Mark Zuckerberg and Facebook are in quite a pickle.
The Cambridge Analytica scandal that has roiled the country this week has exposed a basic truth: that privacy and Facebook’s business model are at odds. Amp up the privacy and data protections, and the social network that fuels Facebook’s growth is stanched. Pump up the social network and privacy, and data security is compromised. In 2014, Facebook with its Facebook Connect initiative clearly decided to pump up the social networking on the platform. And that’s how it got to Cambridge Analytica.
Which brings us to auto finance and fintech broadly.
Auto finance and fintech have pursued artificial intelligence for years now. The promise of AI is that it serves customers and lenders in an automated fashion and at a lower cost.
But what is AI exactly? Simply put, it is the use of data en masse to extract meaning. On the surface, that meaning should be of value to consumers.
There are examples of auto finance companies putting themselves into position to extract voluminous data on a wider range of behaviors. Both Bank of America and JPMorgan Chase & Co. are not just lending money for the purchase of cars, but literally facilitating their purchase (see here and here). Such endeavors potentially expose these banks to a far wider range of data that goes to motive, behavior, and preference within the car purchase, not just the borrowing for that car.
But AI can go too far, extracting too much meaning from data. In the case of Cambridge Analytica, it employed during the election what it calls “behavioral microtargeting,” which analyzed data to predict the behavior, interests, and opinions held by specific groups of people and then served them messages they were most likely to respond to. But all this inference can get too personal and too uncomfortable as the public has discovered over the last few days. And its disputed too, by the wider data science community, on the efficacy and ethics of this type of microtargeting.
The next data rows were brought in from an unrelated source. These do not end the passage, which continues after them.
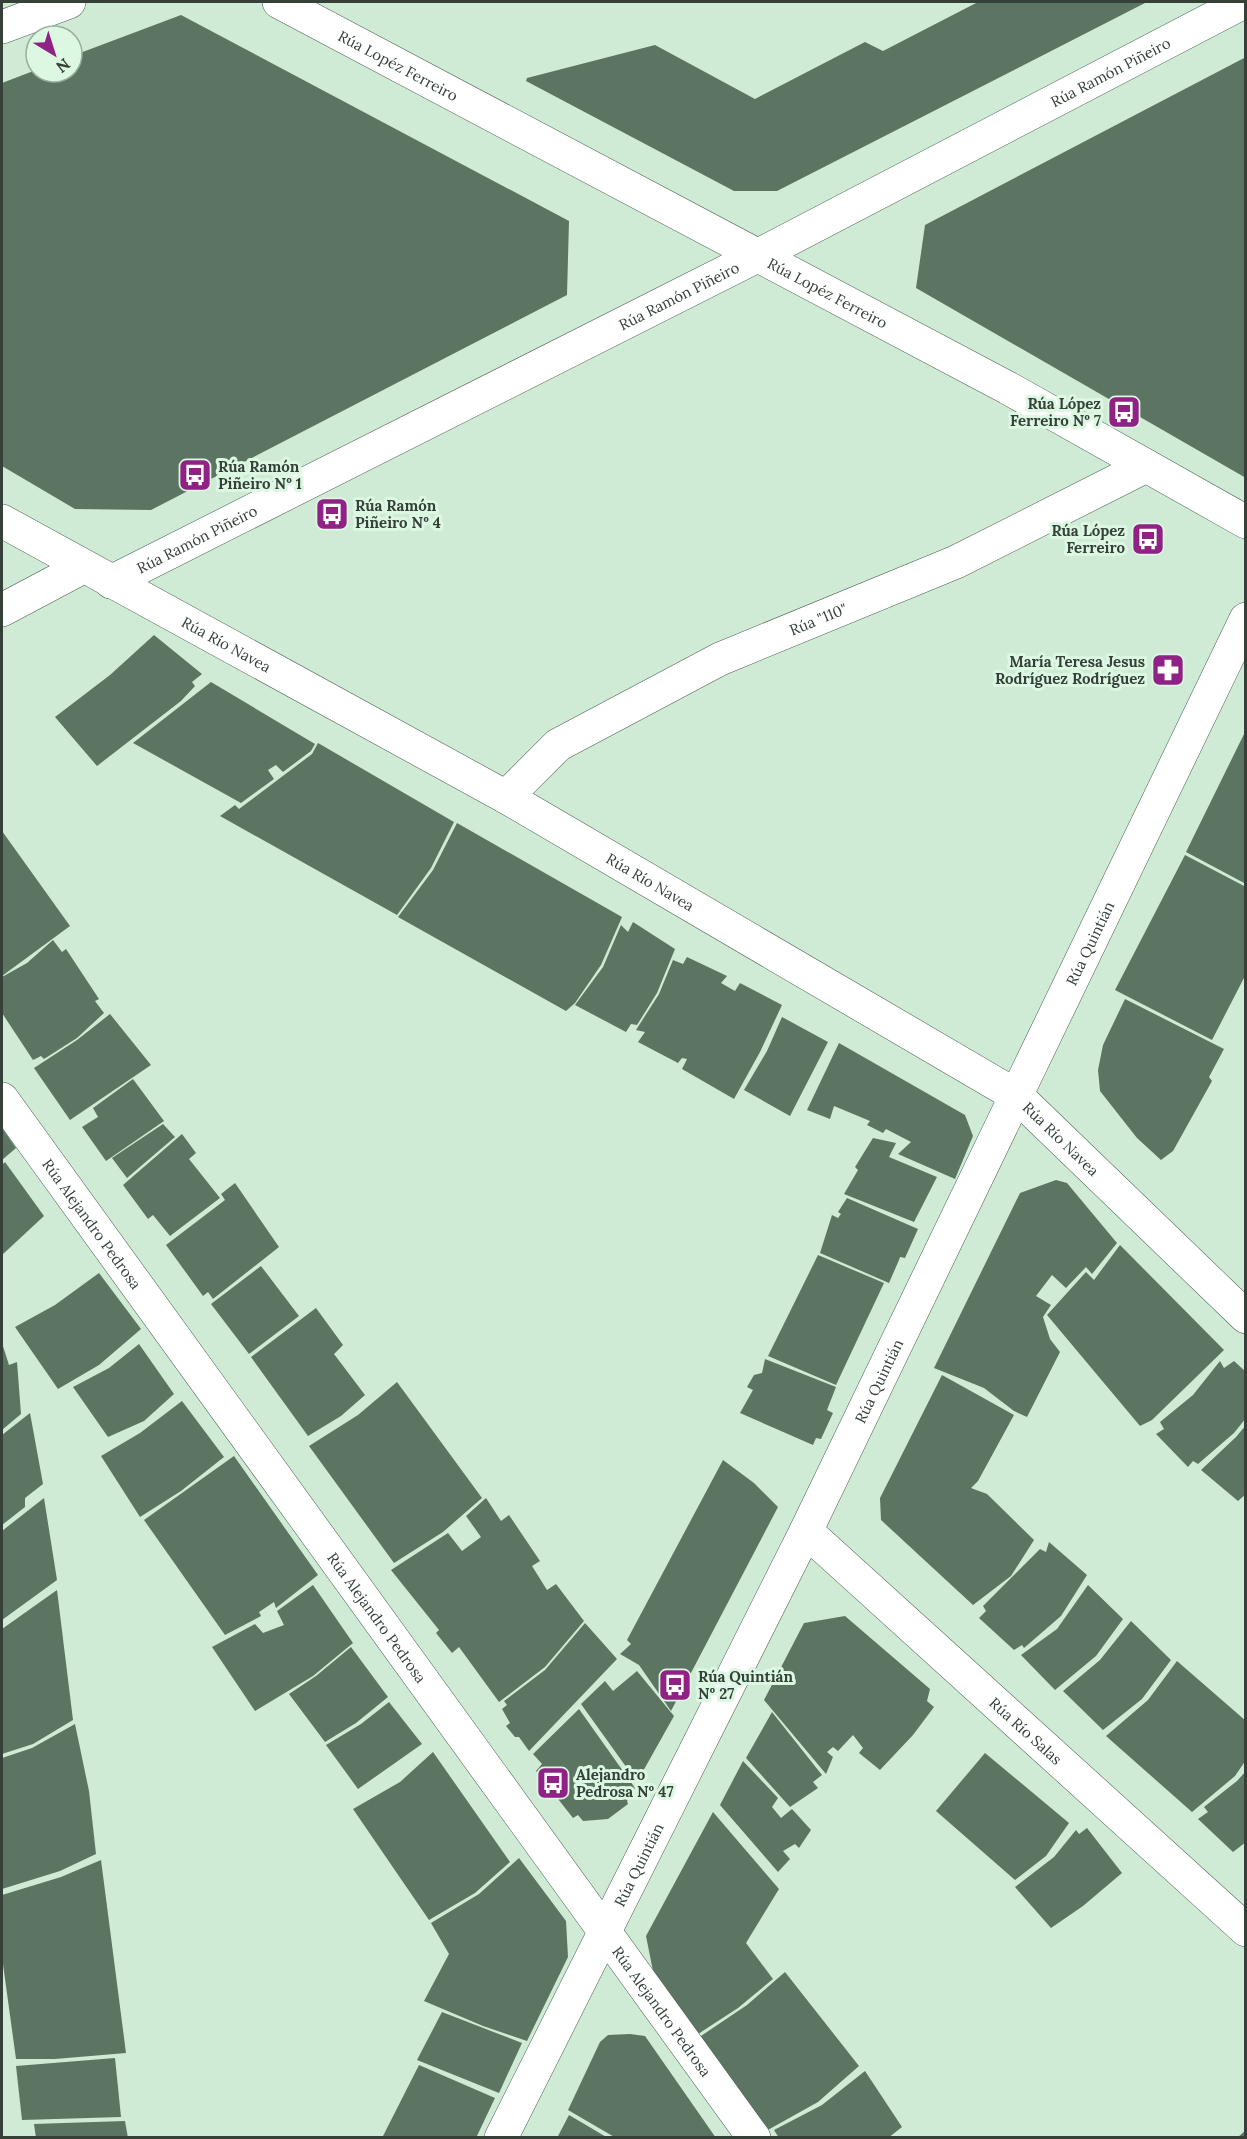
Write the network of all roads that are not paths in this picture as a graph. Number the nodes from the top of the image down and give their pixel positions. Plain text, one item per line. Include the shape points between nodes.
1 (69, 2) edge
2 (279, 2) edge
3 (1244, 2) edge
4 (2, 27) edge
5 (759, 255) junction
6 (1146, 466) junction
7 (2, 521) edge
8 (1245, 522) edge
9 (83, 567) junction
10 (111, 582) junction
11 (2, 609) edge
12 (1245, 619) edge
13 (506, 797) junction
14 (1017, 1096) junction
15 (2, 1099) edge
16 (1245, 1317) edge
17 (806, 1531) junction
18 (605, 1930) junction
19 (1245, 1930) edge
20 (501, 2138) edge
21 (754, 2138) edge

1 - 4 street
2 - 5 street, Rúa Lopéz Ferreiro
3 - 5 street, Rúa Ramón Piñeiro
5 - 6 street, Rúa Lopéz Ferreiro
5 - 10 street, Rúa Ramón Piñeiro
6 - 8 street, Rúa Lopéz Ferreiro
6 - 13 street, Rúa "110" via 956,562 720,659 558,745
7 - 9 street, Rúa Río Navea
9 - 10 street, Rúa Río Navea
9 - 11 street
10 - 13 street, Rúa Río Navea
12 - 14 street, Rúa Quintián
13 - 14 street, Rúa Río Navea
14 - 16 street, Rúa Río Navea
14 - 17 street, Rúa Quintián
15 - 18 street, Rúa Alejandro Pedrosa
17 - 18 street, Rúa Quintián
17 - 19 street, Rúa Río Salas
18 - 20 street, Rúa Quintián
18 - 21 street, Rúa Alejandro Pedrosa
In auto finance, for example, will consumers be OK if a lender, say, deduces that if the consumer uses an Uber to travel more than 15 miles to a pawnshop that he will likely default on his auto loan?
And that is really the message from Zuckerberg’s squirming this week. At the heart of this Cambridge Analytica matter is the uncomfortable, ethically confusing reality of too much data and a lack of privacy protections surrounding it. In financial services, the drive over the last couple of years has been to unlock more and more data. A sister website to the Center, Bank Innovation, recently held its annual fintech conference in San Francisco and much of the discussion there centered on how financial institutions can unlock and harness more data. The who, what, where, why, how, with whom, and for how much, — of not just every transaction by every consumer, but for every enterprise a consumer engages with — is becoming increasingly available for analysis/cross-selling/risk management/customer service by financial institutions. Is there good to come out of these massive volumes of data? For sure. But as Zuckerberg has discovered, there is also downright evil.
Even in auto finance, a quiet corner of the global economy to be sure, that evil still may come. It is advisable for the auto finance community to be aware of the potential downsides to massive data. Before it gets messy.